- Task brief:
When you reach the entries, transcribe each one exactly.

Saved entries
◇ ◇ ◇ ◇
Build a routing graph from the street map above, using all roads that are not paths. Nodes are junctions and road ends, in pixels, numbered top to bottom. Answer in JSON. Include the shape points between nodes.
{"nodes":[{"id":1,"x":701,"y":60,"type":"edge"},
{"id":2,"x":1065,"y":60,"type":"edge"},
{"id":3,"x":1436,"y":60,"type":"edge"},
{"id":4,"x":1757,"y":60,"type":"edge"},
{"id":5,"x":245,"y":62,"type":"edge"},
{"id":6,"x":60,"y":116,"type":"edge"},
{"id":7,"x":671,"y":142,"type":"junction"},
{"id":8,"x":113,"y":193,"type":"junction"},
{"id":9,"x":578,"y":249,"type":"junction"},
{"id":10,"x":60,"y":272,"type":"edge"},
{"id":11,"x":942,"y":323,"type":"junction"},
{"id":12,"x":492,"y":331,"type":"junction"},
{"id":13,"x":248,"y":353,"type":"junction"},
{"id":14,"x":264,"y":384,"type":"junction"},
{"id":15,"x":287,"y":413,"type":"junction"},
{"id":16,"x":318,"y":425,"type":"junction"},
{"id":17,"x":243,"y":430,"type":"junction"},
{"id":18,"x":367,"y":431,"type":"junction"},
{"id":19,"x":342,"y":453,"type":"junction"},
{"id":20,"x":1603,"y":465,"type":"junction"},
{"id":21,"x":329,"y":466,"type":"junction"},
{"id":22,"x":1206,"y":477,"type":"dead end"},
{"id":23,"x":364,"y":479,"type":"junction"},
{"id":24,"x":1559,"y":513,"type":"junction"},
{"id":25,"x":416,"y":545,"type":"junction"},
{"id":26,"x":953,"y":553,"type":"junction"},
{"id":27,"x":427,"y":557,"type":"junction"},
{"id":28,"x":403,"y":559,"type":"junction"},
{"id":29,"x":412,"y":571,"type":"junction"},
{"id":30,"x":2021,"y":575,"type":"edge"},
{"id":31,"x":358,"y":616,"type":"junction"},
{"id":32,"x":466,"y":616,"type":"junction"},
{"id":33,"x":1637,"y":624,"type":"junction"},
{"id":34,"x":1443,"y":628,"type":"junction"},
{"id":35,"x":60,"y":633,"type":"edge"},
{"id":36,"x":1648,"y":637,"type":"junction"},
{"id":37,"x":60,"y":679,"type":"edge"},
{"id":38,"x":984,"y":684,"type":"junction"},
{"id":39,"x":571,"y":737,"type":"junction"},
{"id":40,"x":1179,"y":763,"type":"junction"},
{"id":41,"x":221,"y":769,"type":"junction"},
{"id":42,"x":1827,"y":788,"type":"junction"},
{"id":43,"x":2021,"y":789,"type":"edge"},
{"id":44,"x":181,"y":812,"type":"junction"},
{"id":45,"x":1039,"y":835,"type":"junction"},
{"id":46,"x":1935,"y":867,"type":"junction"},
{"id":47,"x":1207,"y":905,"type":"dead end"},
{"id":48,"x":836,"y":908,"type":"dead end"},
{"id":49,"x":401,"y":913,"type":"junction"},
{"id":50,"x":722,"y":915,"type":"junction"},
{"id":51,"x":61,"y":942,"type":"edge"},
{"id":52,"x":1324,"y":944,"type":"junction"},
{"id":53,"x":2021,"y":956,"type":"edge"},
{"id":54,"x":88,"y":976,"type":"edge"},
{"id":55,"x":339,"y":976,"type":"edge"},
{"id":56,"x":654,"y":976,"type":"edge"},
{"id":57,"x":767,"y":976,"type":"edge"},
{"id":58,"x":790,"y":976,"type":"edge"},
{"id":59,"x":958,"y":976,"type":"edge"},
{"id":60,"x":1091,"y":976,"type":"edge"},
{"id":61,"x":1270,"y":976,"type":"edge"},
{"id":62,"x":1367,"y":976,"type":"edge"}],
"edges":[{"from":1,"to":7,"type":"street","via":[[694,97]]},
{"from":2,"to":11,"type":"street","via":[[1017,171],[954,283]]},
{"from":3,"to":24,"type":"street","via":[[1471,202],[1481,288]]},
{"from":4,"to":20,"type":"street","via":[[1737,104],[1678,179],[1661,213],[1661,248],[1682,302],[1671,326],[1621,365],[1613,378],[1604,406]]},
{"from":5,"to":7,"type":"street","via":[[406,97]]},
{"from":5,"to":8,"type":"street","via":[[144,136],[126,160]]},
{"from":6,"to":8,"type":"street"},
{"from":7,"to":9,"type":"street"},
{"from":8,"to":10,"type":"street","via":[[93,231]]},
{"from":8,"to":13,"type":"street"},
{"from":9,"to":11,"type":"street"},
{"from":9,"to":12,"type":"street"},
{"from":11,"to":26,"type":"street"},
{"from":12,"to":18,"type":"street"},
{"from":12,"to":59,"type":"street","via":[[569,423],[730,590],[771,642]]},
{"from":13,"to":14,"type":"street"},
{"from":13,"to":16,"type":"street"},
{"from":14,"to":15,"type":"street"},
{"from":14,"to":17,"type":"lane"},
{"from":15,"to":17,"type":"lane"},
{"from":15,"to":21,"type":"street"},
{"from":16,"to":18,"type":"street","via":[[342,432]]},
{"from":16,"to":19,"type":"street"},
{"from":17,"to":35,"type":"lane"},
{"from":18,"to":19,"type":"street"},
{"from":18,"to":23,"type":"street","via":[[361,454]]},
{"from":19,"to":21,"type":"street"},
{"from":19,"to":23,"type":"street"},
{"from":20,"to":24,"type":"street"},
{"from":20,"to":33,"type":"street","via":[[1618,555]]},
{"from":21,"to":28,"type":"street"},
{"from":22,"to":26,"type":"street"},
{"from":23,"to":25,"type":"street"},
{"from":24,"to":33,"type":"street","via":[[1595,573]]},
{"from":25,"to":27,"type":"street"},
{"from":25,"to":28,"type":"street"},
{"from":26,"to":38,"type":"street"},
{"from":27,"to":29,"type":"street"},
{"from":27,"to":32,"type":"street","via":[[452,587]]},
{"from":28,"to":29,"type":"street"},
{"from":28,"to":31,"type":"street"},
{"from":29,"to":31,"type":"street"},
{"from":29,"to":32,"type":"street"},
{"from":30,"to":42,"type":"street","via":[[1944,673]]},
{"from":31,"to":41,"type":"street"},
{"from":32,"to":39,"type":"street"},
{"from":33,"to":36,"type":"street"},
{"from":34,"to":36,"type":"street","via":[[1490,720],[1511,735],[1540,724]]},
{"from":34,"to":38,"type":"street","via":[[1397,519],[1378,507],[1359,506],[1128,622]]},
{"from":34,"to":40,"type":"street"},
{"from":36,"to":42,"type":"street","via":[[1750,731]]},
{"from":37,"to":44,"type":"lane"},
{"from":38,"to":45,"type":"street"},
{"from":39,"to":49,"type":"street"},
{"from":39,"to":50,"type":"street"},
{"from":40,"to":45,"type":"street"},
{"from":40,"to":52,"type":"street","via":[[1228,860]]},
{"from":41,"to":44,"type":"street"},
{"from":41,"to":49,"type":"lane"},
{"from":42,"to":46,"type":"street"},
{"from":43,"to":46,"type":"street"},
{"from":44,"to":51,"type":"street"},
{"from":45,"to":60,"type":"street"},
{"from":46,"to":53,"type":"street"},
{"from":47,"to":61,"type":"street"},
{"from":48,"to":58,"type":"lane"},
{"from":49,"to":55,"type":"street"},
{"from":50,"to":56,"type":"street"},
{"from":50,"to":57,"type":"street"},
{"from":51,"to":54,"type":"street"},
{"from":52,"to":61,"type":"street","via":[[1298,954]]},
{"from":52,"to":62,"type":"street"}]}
◇ ◇ ◇ ◇
- Response below:
Build a routing graph from the street map above, using all roads that are not paths. Nodes are junctions and road ends, in pixels, numbered top to bottom. Answer in JSON. Include the shape points between nodes.
{"nodes":[{"id":1,"x":701,"y":60,"type":"edge"},
{"id":2,"x":1065,"y":60,"type":"edge"},
{"id":3,"x":1436,"y":60,"type":"edge"},
{"id":4,"x":1757,"y":60,"type":"edge"},
{"id":5,"x":245,"y":62,"type":"edge"},
{"id":6,"x":60,"y":116,"type":"edge"},
{"id":7,"x":671,"y":142,"type":"junction"},
{"id":8,"x":113,"y":193,"type":"junction"},
{"id":9,"x":578,"y":249,"type":"junction"},
{"id":10,"x":60,"y":272,"type":"edge"},
{"id":11,"x":942,"y":323,"type":"junction"},
{"id":12,"x":492,"y":331,"type":"junction"},
{"id":13,"x":248,"y":353,"type":"junction"},
{"id":14,"x":264,"y":384,"type":"junction"},
{"id":15,"x":287,"y":413,"type":"junction"},
{"id":16,"x":318,"y":425,"type":"junction"},
{"id":17,"x":243,"y":430,"type":"junction"},
{"id":18,"x":367,"y":431,"type":"junction"},
{"id":19,"x":342,"y":453,"type":"junction"},
{"id":20,"x":1603,"y":465,"type":"junction"},
{"id":21,"x":329,"y":466,"type":"junction"},
{"id":22,"x":1206,"y":477,"type":"dead end"},
{"id":23,"x":364,"y":479,"type":"junction"},
{"id":24,"x":1559,"y":513,"type":"junction"},
{"id":25,"x":416,"y":545,"type":"junction"},
{"id":26,"x":953,"y":553,"type":"junction"},
{"id":27,"x":427,"y":557,"type":"junction"},
{"id":28,"x":403,"y":559,"type":"junction"},
{"id":29,"x":412,"y":571,"type":"junction"},
{"id":30,"x":2021,"y":575,"type":"edge"},
{"id":31,"x":358,"y":616,"type":"junction"},
{"id":32,"x":466,"y":616,"type":"junction"},
{"id":33,"x":1637,"y":624,"type":"junction"},
{"id":34,"x":1443,"y":628,"type":"junction"},
{"id":35,"x":60,"y":633,"type":"edge"},
{"id":36,"x":1648,"y":637,"type":"junction"},
{"id":37,"x":60,"y":679,"type":"edge"},
{"id":38,"x":984,"y":684,"type":"junction"},
{"id":39,"x":571,"y":737,"type":"junction"},
{"id":40,"x":1179,"y":763,"type":"junction"},
{"id":41,"x":221,"y":769,"type":"junction"},
{"id":42,"x":1827,"y":788,"type":"junction"},
{"id":43,"x":2021,"y":789,"type":"edge"},
{"id":44,"x":181,"y":812,"type":"junction"},
{"id":45,"x":1039,"y":835,"type":"junction"},
{"id":46,"x":1935,"y":867,"type":"junction"},
{"id":47,"x":1207,"y":905,"type":"dead end"},
{"id":48,"x":836,"y":908,"type":"dead end"},
{"id":49,"x":401,"y":913,"type":"junction"},
{"id":50,"x":722,"y":915,"type":"junction"},
{"id":51,"x":61,"y":942,"type":"edge"},
{"id":52,"x":1324,"y":944,"type":"junction"},
{"id":53,"x":2021,"y":956,"type":"edge"},
{"id":54,"x":88,"y":976,"type":"edge"},
{"id":55,"x":339,"y":976,"type":"edge"},
{"id":56,"x":654,"y":976,"type":"edge"},
{"id":57,"x":767,"y":976,"type":"edge"},
{"id":58,"x":790,"y":976,"type":"edge"},
{"id":59,"x":958,"y":976,"type":"edge"},
{"id":60,"x":1091,"y":976,"type":"edge"},
{"id":61,"x":1270,"y":976,"type":"edge"},
{"id":62,"x":1367,"y":976,"type":"edge"}],
"edges":[{"from":1,"to":7,"type":"street","via":[[694,97]]},
{"from":2,"to":11,"type":"street","via":[[1017,171],[954,283]]},
{"from":3,"to":24,"type":"street","via":[[1471,202],[1481,288]]},
{"from":4,"to":20,"type":"street","via":[[1737,104],[1678,179],[1661,213],[1661,248],[1682,302],[1671,326],[1621,365],[1613,378],[1604,406]]},
{"from":5,"to":7,"type":"street","via":[[406,97]]},
{"from":5,"to":8,"type":"street","via":[[144,136],[126,160]]},
{"from":6,"to":8,"type":"street"},
{"from":7,"to":9,"type":"street"},
{"from":8,"to":10,"type":"street","via":[[93,231]]},
{"from":8,"to":13,"type":"street"},
{"from":9,"to":11,"type":"street"},
{"from":9,"to":12,"type":"street"},
{"from":11,"to":26,"type":"street"},
{"from":12,"to":18,"type":"street"},
{"from":12,"to":59,"type":"street","via":[[569,423],[730,590],[771,642]]},
{"from":13,"to":14,"type":"street"},
{"from":13,"to":16,"type":"street"},
{"from":14,"to":15,"type":"street"},
{"from":14,"to":17,"type":"lane"},
{"from":15,"to":17,"type":"lane"},
{"from":15,"to":21,"type":"street"},
{"from":16,"to":18,"type":"street","via":[[342,432]]},
{"from":16,"to":19,"type":"street"},
{"from":17,"to":35,"type":"lane"},
{"from":18,"to":19,"type":"street"},
{"from":18,"to":23,"type":"street","via":[[361,454]]},
{"from":19,"to":21,"type":"street"},
{"from":19,"to":23,"type":"street"},
{"from":20,"to":24,"type":"street"},
{"from":20,"to":33,"type":"street","via":[[1618,555]]},
{"from":21,"to":28,"type":"street"},
{"from":22,"to":26,"type":"street"},
{"from":23,"to":25,"type":"street"},
{"from":24,"to":33,"type":"street","via":[[1595,573]]},
{"from":25,"to":27,"type":"street"},
{"from":25,"to":28,"type":"street"},
{"from":26,"to":38,"type":"street"},
{"from":27,"to":29,"type":"street"},
{"from":27,"to":32,"type":"street","via":[[452,587]]},
{"from":28,"to":29,"type":"street"},
{"from":28,"to":31,"type":"street"},
{"from":29,"to":31,"type":"street"},
{"from":29,"to":32,"type":"street"},
{"from":30,"to":42,"type":"street","via":[[1944,673]]},
{"from":31,"to":41,"type":"street"},
{"from":32,"to":39,"type":"street"},
{"from":33,"to":36,"type":"street"},
{"from":34,"to":36,"type":"street","via":[[1490,720],[1511,735],[1540,724]]},
{"from":34,"to":38,"type":"street","via":[[1397,519],[1378,507],[1359,506],[1128,622]]},
{"from":34,"to":40,"type":"street"},
{"from":36,"to":42,"type":"street","via":[[1750,731]]},
{"from":37,"to":44,"type":"lane"},
{"from":38,"to":45,"type":"street"},
{"from":39,"to":49,"type":"street"},
{"from":39,"to":50,"type":"street"},
{"from":40,"to":45,"type":"street"},
{"from":40,"to":52,"type":"street","via":[[1228,860]]},
{"from":41,"to":44,"type":"street"},
{"from":41,"to":49,"type":"lane"},
{"from":42,"to":46,"type":"street"},
{"from":43,"to":46,"type":"street"},
{"from":44,"to":51,"type":"street"},
{"from":45,"to":60,"type":"street"},
{"from":46,"to":53,"type":"street"},
{"from":47,"to":61,"type":"street"},
{"from":48,"to":58,"type":"lane"},
{"from":49,"to":55,"type":"street"},
{"from":50,"to":56,"type":"street"},
{"from":50,"to":57,"type":"street"},
{"from":51,"to":54,"type":"street"},
{"from":52,"to":61,"type":"street","via":[[1298,954]]},
{"from":52,"to":62,"type":"street"}]}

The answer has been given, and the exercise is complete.